● TASK TO COMPLETE: In the entries below, count each line where "Lincoln" appears. Give the total and nothing more.
%%
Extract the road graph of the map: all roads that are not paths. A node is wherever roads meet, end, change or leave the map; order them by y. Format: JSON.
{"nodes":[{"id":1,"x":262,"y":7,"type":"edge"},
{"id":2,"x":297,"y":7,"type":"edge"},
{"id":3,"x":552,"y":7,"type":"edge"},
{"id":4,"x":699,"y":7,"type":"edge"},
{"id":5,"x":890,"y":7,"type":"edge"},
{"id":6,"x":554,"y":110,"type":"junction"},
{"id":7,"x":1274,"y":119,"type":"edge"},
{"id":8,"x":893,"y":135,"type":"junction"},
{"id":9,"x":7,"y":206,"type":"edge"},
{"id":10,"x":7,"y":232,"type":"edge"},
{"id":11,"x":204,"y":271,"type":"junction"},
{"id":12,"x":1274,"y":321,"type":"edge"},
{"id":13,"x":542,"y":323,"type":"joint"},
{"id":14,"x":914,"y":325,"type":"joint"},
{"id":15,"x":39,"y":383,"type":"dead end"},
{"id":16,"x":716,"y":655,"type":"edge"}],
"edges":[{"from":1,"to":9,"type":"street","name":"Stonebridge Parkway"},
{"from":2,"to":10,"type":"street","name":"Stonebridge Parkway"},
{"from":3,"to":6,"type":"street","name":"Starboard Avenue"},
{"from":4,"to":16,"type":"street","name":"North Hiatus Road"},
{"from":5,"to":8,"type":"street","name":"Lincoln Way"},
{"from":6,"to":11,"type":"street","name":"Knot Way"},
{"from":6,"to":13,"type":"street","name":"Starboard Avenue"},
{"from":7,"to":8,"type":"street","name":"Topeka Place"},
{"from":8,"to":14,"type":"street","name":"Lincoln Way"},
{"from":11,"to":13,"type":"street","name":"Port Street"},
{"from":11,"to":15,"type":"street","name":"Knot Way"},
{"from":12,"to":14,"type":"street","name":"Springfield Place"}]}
%%
● RESULT OF THE EXERCISE: 2